* _About this task_
Copy each line of the records exactly, stopping only after the line that contains "wrist: (241, 257)" has been written, and leave pictures out.

-- Information supplied follows --

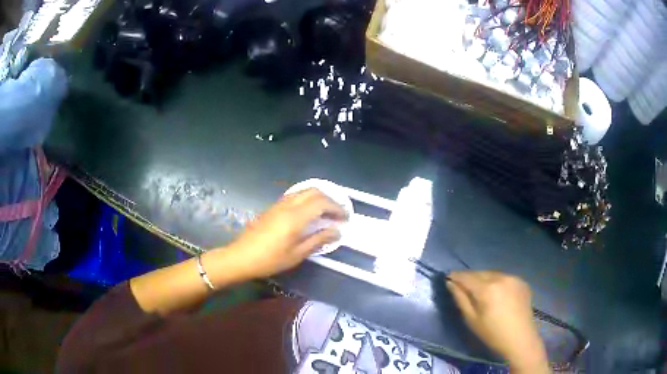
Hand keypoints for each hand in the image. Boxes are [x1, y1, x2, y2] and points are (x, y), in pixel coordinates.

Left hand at [225, 188, 346, 278]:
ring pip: (303, 191)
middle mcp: (288, 205)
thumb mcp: (297, 254)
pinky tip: (309, 213)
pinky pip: (294, 196)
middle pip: (314, 191)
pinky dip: (307, 199)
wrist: (241, 257)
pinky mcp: (273, 207)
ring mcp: (279, 204)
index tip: (346, 218)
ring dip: (318, 197)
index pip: (322, 203)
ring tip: (326, 212)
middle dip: (329, 199)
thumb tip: (337, 232)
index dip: (337, 208)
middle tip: (338, 213)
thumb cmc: (270, 259)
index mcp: (296, 217)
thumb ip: (318, 240)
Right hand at [446, 271, 549, 372]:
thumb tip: (451, 283)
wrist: (520, 339)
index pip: (467, 276)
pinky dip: (496, 281)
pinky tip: (496, 292)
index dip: (456, 276)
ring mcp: (513, 278)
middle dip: (469, 277)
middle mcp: (501, 277)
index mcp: (487, 288)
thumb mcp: (471, 320)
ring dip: (483, 278)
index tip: (448, 276)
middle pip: (480, 273)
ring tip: (479, 288)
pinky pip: (504, 277)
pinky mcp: (522, 281)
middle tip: (461, 284)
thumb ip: (460, 299)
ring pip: (492, 274)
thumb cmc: (492, 334)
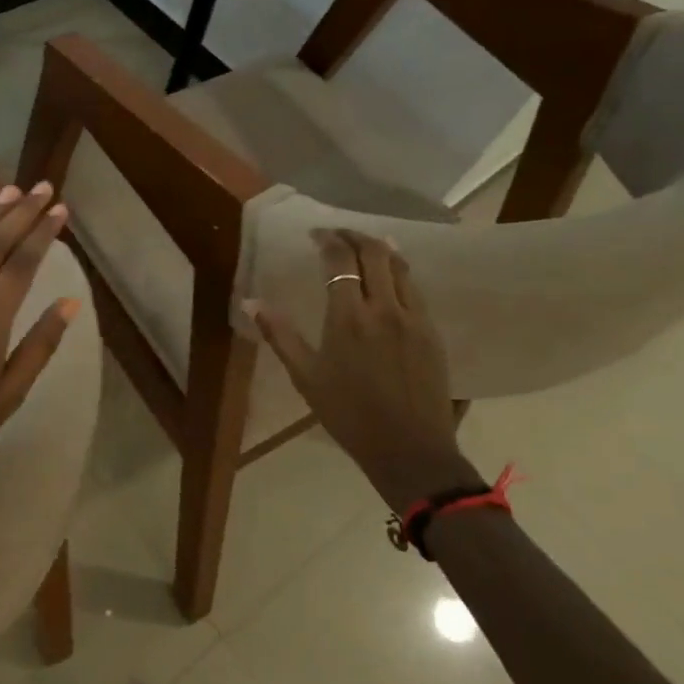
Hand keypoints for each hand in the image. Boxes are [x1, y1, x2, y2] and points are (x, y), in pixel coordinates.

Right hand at [246, 229, 467, 509]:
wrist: (410, 449)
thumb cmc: (348, 414)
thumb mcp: (305, 376)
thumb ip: (279, 334)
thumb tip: (250, 302)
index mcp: (349, 318)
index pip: (341, 261)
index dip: (328, 240)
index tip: (315, 234)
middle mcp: (385, 309)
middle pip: (376, 253)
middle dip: (355, 236)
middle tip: (338, 234)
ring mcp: (415, 319)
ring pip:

-- Information supplied concluded --

* _Solution to this task_
Hand keypoints for each hand in the image. Boxes are [x1, y1, x2, y2] and points are (x, y), in pixel coordinates.

Left hand at [225, 188, 346, 278]:
ring pip: (303, 191)
middle mcp: (288, 205)
thumb mcp: (297, 254)
pinky tip: (309, 213)
pinky pip: (294, 196)
middle pip: (314, 191)
pinky dip: (307, 199)
wrist: (241, 257)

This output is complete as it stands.